Comments (6)
I understand the impetus to 'get-it-right-now'... and I appreciate all the other suggestions/changes over the last couple of days. but I am not convinced we know what is "right" with sufficient certainty to justify the complete re-org.
I do think we can find a good solution for the node_label/node_data consistency (if only by checking that both have identical sets of names and fail noisily if they don't).
from augur.
We had such a pattern in augurlinos, but abandoned it to make it more suitable for snakemake or similar. If you have a tree.json that gets updated by different steps, snakemake can't determine the order in which rules are run or whether a particular rule needs to be rerun because input data changed. to avoid this, we organized it such that each rule has explict in- and outputs.
If you call that tree.json differently after each rule (tree.json, tree_aa.json, tree_aa_traits.json, tree_aa_traits_titers.json), you end up with multiple sources of truth -- something that we are trying to avoid.
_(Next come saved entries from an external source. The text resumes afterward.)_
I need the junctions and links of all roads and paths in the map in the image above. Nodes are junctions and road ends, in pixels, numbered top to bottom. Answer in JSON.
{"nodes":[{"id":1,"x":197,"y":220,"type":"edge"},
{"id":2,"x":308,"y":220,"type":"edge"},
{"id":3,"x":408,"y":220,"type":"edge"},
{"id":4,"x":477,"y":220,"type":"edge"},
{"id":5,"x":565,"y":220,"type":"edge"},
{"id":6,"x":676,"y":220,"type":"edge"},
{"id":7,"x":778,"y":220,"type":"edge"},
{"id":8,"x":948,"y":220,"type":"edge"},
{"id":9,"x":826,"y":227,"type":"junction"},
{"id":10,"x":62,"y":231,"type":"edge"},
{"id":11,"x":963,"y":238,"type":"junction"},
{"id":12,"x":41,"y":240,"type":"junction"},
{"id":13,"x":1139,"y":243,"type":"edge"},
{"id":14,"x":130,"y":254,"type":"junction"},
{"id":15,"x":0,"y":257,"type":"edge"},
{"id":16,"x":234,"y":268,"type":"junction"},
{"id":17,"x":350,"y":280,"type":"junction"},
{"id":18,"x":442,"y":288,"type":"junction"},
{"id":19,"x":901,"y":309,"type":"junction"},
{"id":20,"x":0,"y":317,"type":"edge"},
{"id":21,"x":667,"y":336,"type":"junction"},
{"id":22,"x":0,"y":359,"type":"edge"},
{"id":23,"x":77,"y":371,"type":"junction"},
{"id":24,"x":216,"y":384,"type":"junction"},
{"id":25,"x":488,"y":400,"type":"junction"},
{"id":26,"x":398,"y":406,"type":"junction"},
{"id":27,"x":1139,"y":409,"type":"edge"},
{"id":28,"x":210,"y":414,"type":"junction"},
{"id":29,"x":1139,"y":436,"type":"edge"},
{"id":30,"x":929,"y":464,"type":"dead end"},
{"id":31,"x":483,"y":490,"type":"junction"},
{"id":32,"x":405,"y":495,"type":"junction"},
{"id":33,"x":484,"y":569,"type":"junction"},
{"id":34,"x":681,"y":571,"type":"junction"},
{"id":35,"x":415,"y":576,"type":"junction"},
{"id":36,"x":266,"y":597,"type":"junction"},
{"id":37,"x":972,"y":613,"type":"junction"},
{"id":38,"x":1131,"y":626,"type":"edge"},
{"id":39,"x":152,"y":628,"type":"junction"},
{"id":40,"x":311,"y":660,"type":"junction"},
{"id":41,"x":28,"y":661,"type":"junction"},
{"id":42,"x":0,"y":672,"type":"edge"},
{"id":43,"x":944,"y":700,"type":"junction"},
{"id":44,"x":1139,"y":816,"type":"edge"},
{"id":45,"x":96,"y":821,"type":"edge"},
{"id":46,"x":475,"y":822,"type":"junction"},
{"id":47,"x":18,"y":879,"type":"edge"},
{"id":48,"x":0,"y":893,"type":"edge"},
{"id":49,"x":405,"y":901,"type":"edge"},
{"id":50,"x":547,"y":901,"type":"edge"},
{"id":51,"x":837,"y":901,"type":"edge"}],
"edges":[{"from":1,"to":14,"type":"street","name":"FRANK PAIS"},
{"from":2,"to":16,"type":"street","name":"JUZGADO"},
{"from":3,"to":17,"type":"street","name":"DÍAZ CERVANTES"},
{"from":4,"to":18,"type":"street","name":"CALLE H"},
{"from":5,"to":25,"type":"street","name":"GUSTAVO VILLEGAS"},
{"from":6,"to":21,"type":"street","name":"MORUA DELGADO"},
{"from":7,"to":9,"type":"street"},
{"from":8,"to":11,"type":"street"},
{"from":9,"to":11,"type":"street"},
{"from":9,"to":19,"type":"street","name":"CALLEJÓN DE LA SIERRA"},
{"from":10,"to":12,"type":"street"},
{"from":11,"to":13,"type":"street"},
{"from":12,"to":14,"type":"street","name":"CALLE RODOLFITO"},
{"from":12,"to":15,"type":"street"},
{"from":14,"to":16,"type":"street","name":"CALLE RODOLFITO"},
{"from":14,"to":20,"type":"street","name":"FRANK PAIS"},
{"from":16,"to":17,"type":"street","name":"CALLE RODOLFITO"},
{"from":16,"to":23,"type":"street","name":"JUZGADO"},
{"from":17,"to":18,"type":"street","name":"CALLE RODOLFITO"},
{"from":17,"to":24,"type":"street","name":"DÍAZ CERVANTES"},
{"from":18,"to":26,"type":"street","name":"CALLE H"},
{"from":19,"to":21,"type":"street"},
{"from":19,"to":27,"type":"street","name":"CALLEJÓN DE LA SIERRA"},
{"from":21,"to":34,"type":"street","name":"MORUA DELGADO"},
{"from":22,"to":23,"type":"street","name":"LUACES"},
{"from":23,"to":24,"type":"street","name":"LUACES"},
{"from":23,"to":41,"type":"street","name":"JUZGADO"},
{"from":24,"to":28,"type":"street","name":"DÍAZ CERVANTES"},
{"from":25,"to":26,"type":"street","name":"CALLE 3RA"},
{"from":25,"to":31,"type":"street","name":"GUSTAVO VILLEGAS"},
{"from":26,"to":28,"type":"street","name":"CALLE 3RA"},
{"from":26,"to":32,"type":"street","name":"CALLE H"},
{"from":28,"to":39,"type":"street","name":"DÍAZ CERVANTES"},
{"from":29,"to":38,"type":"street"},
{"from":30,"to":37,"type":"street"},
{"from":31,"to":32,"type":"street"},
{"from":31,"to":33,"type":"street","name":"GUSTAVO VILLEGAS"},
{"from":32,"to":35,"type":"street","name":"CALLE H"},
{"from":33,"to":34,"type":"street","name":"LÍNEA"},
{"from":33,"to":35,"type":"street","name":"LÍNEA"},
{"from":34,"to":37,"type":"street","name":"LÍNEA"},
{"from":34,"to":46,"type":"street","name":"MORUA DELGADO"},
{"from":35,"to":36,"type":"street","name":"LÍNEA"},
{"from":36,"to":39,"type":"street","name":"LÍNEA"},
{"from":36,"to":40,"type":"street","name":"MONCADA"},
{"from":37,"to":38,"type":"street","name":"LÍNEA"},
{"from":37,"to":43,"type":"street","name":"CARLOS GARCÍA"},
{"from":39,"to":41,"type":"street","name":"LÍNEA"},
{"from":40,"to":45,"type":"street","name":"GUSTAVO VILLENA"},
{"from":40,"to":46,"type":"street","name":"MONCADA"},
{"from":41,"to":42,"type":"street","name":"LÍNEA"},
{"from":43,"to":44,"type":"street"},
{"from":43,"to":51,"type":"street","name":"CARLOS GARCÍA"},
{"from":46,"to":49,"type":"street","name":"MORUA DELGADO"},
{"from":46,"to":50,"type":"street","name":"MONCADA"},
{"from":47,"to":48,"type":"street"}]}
The node_data.json, traits.json etc with the common structure that can be globbed together clearly is a compromise that has its downsides. but the individual flat jsons can be readily inspected and the newick can be looked at in any tree viewer. The hierarchical tree json is much messier to look at.
from augur.
We had such a pattern in augurlinos, but abandoned it to make it more suitable for snakemake or similar. If you have a tree.json that gets updated by different steps, snakemake can't determine the order in which rules are run or whether a particular rule needs to be rerun because input data changed. to avoid this, we organized it such that each rule has explict in- and outputs.
I'm sorry Richard, but I still disagree. We currently use a pattern of sequences.fasta
--> filtered.fasta
. This pattern is common in bioinformatics pipelines. I would suggest that a Snakefile that read in a linear top-to-bottom fashion where files go tree.json
--> tree_dates.json
--> tree_traits.json
--> tree_aa.json
would be an entirely familiar pattern and closer to how most people approach bioinformatics. Ie take a set off augur
commands, one after the other, and encode this in snakemake form. Each output becomes the next rules input.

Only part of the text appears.